Helen came to him, and tried to put her arms about him. "Oh, my dear," she said, "don't you understand? I have heaven now, in your love. And for the rest,—oh, John, be content to leave it in Hands not limited by our poor ideas of justice. If there is a God, and He is good, He will not send me away from you in eternity; if He is wicked and cruel, as this theology makes Him, we do not want his heaven! We will go out into outer darkness together."
John shuddered. "Lay not this sin to her charge," she heard him say; "she knows not what she says. Yet I—Oh, Helen, that same thought has come to me. You seemed to make my heaven,—you; and I was tempted to choose you and darkness, rather than my God. Sin, sin, sin,—I cannot get away from it. Yet if I could only save you! But there again I distrust my motive: not for God's glory, but for my own love's sake, I would save you. My God, my God, be merciful to me a sinner!"
In his excitement, he had pushed her arm from his shoulder, and stood in tense and trembling silence, looking up, as though listening for an answer to his prayer.
Helen dared not speak. There is a great gulf fixed between the nearest and dearest souls when in any spiritual anguish; even love cannot pass it, and no human tenderness can fathom it. Helen could not enter into this holiest of holies, where her husband's soul was prostrate before its Maker. In the solitude of grief and remorse he was alone.
It was this isolation from him which broke her calm. It seemed profane even to look upon his suffering. She shrank away from him, and hid her face in her hands. That roused him, and in a moment the old tenderness enveloped her.
He comforted her with silent love, until she ceased to tremble, and looked again into his tender eyes.

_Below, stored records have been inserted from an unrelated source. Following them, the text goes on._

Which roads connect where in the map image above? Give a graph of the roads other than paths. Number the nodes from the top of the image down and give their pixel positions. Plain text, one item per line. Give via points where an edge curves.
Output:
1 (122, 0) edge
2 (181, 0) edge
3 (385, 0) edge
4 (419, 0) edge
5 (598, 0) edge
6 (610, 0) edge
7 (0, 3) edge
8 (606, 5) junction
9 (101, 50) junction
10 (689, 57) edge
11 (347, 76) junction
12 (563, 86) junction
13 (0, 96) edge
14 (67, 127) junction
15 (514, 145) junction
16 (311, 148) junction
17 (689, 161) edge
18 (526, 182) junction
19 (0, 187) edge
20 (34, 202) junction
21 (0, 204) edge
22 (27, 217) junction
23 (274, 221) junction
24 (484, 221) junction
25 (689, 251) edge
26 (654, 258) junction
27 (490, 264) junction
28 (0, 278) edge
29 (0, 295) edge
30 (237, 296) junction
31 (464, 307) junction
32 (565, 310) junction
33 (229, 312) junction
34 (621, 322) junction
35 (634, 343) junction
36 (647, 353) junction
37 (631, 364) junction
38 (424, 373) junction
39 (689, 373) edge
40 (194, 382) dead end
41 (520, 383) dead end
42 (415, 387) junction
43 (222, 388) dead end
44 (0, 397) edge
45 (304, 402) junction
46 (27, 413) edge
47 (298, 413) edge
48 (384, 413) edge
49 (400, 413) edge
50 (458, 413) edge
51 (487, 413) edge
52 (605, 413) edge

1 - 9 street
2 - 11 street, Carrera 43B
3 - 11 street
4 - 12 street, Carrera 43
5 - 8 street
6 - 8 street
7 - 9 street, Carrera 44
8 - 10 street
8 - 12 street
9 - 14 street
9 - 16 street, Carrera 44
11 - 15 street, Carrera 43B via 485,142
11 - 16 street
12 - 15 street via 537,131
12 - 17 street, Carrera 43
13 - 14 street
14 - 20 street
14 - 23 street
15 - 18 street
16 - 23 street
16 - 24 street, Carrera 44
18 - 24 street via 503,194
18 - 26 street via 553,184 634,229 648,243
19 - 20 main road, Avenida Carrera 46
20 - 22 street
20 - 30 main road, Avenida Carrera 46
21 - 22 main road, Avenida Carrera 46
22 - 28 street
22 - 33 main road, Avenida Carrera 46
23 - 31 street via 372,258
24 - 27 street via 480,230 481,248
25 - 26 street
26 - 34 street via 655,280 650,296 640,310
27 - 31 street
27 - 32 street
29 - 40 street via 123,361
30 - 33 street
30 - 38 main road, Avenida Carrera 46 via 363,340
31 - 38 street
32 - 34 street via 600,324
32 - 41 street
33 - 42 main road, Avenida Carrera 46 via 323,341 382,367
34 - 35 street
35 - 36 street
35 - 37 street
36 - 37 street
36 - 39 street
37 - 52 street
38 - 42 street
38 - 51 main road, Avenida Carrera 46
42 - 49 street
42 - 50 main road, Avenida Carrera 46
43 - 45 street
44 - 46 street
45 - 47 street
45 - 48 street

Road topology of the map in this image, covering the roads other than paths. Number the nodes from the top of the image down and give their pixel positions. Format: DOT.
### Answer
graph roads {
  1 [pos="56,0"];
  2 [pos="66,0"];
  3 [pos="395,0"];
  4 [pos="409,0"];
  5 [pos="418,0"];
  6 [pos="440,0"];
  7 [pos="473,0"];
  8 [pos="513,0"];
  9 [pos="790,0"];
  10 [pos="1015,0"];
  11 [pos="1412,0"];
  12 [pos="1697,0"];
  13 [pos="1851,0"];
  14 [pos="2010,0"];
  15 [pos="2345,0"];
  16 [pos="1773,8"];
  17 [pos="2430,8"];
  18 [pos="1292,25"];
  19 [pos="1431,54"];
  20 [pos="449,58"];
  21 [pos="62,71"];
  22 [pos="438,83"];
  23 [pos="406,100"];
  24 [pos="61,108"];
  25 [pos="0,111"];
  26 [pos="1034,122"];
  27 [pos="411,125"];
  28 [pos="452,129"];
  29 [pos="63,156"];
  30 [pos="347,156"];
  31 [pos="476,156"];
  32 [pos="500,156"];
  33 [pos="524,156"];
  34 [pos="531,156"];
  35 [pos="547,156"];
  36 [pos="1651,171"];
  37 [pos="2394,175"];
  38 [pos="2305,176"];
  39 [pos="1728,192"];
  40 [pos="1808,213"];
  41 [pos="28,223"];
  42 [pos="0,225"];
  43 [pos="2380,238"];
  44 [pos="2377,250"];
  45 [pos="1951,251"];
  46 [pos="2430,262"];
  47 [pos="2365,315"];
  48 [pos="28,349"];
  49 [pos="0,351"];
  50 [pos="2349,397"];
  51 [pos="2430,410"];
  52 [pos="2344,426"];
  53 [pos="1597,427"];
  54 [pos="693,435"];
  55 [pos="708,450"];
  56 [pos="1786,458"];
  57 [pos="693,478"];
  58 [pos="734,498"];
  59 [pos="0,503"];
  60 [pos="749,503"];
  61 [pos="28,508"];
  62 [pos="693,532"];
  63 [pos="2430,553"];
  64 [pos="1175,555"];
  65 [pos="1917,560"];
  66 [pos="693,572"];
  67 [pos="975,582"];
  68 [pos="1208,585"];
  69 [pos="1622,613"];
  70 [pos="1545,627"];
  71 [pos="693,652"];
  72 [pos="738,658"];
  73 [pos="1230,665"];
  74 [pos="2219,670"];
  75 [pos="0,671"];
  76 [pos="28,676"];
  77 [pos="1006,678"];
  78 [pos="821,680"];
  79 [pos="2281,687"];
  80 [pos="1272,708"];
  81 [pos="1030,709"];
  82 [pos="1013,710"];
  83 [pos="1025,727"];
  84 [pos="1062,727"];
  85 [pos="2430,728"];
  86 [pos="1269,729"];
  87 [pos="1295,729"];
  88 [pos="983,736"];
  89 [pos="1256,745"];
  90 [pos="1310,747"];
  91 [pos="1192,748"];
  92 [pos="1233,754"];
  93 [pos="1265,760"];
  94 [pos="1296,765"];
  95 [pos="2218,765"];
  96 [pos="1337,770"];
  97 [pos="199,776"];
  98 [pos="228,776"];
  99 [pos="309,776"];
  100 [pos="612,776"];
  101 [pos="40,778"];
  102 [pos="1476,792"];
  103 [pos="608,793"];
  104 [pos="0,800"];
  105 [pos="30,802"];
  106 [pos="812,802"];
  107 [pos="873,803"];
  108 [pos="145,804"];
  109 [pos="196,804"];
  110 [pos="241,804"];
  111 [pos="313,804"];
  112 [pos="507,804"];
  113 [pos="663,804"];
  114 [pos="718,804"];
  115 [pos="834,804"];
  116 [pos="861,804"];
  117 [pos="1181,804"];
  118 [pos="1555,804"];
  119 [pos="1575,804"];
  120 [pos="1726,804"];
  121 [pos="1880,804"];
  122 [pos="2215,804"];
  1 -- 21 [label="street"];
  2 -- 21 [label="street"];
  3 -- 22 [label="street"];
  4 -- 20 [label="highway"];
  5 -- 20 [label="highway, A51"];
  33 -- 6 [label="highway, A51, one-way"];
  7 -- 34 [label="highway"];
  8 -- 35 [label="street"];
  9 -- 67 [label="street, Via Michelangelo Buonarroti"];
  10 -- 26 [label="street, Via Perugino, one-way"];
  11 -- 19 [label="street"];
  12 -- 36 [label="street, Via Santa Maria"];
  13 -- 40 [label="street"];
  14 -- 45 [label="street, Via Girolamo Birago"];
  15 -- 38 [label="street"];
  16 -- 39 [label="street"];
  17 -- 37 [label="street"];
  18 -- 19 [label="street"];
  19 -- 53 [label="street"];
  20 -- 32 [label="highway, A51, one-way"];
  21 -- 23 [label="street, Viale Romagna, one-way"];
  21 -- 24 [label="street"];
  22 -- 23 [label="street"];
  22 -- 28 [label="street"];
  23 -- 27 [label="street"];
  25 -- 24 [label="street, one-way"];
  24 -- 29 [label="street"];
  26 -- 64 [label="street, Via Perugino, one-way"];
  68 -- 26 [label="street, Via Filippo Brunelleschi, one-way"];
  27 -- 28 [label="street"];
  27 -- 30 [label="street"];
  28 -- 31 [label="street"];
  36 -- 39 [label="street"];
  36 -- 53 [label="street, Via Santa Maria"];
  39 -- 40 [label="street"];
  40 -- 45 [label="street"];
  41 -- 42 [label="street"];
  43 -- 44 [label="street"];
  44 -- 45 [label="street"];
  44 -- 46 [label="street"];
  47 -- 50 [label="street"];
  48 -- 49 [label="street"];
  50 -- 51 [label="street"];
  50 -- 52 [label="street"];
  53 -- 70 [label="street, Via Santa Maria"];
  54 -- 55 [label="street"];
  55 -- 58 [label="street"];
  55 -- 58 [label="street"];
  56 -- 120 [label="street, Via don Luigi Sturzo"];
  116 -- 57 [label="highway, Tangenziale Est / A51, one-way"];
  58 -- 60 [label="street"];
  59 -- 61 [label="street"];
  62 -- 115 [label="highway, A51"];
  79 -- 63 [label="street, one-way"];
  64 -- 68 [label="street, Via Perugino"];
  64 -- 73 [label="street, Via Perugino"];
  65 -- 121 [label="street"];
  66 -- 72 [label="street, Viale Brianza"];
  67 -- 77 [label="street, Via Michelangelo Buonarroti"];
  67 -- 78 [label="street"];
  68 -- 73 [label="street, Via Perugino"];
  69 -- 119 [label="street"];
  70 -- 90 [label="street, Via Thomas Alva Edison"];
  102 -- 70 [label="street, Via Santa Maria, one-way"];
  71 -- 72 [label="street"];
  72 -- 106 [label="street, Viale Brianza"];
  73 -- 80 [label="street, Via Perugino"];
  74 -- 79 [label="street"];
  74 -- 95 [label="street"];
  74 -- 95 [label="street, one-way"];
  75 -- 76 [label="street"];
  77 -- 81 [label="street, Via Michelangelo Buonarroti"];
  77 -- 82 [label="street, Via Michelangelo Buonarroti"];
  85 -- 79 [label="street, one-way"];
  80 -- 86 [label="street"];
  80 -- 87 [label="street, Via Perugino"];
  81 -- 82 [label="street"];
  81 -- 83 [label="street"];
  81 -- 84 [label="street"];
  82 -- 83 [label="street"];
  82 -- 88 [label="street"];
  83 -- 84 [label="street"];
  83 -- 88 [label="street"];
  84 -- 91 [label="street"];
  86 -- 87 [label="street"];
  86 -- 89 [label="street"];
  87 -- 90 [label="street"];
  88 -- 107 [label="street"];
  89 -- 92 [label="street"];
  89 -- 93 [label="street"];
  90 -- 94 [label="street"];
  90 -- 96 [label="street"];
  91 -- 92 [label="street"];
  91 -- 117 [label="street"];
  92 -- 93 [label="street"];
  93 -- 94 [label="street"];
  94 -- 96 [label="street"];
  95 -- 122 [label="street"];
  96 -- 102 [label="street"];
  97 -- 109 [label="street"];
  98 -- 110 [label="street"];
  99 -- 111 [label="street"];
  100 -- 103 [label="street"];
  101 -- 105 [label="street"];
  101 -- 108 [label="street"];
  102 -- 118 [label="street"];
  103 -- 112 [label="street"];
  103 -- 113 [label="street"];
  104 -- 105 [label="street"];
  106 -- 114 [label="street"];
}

"What I wanted to say," he said, after a while, when she was leaning quietly against his breast, "was just to tell you once more the reasons for believing in this doctrine which so distresses you, dearest. To say, in a word, if I could, why I lay such stress upon it, instead of some of the other doctrines of the church. It is because I do believe that salvation, eternal life, Helen, depends upon holding the doctrine of reprobation in its truth and entirety. For see, beloved: deny the eternity of punishment, and the scheme of salvation is futile. Christ need not have died, a man need not repent, and the whole motive of the gospel is false; revelation is denied, and we are without God and without hope. Grant the eternity of punishment, and the beauty and order of the moral universe burst upon us: man is a sinner, and deserves death, and justice is satisfied; for, though mercy is offered, it is because Christ has died. And his atonement is not cheapened by being forced upon men who do not want it. They must accept it, or be punished."
Helen looked up into his face with a sad wonder. "Don't you see, dear," she said, "we cannot reason about it? You take all this from the Bible, because you believe it is inspired. I do not believe it is. So how can we argue? If I granted your premises, all that you say would be perfectly logical. But I do not, John. I cannot. I am so grieved for you, dearest, because I know how this distresses you; but I must say it. Silence can never take the place of truth, between us."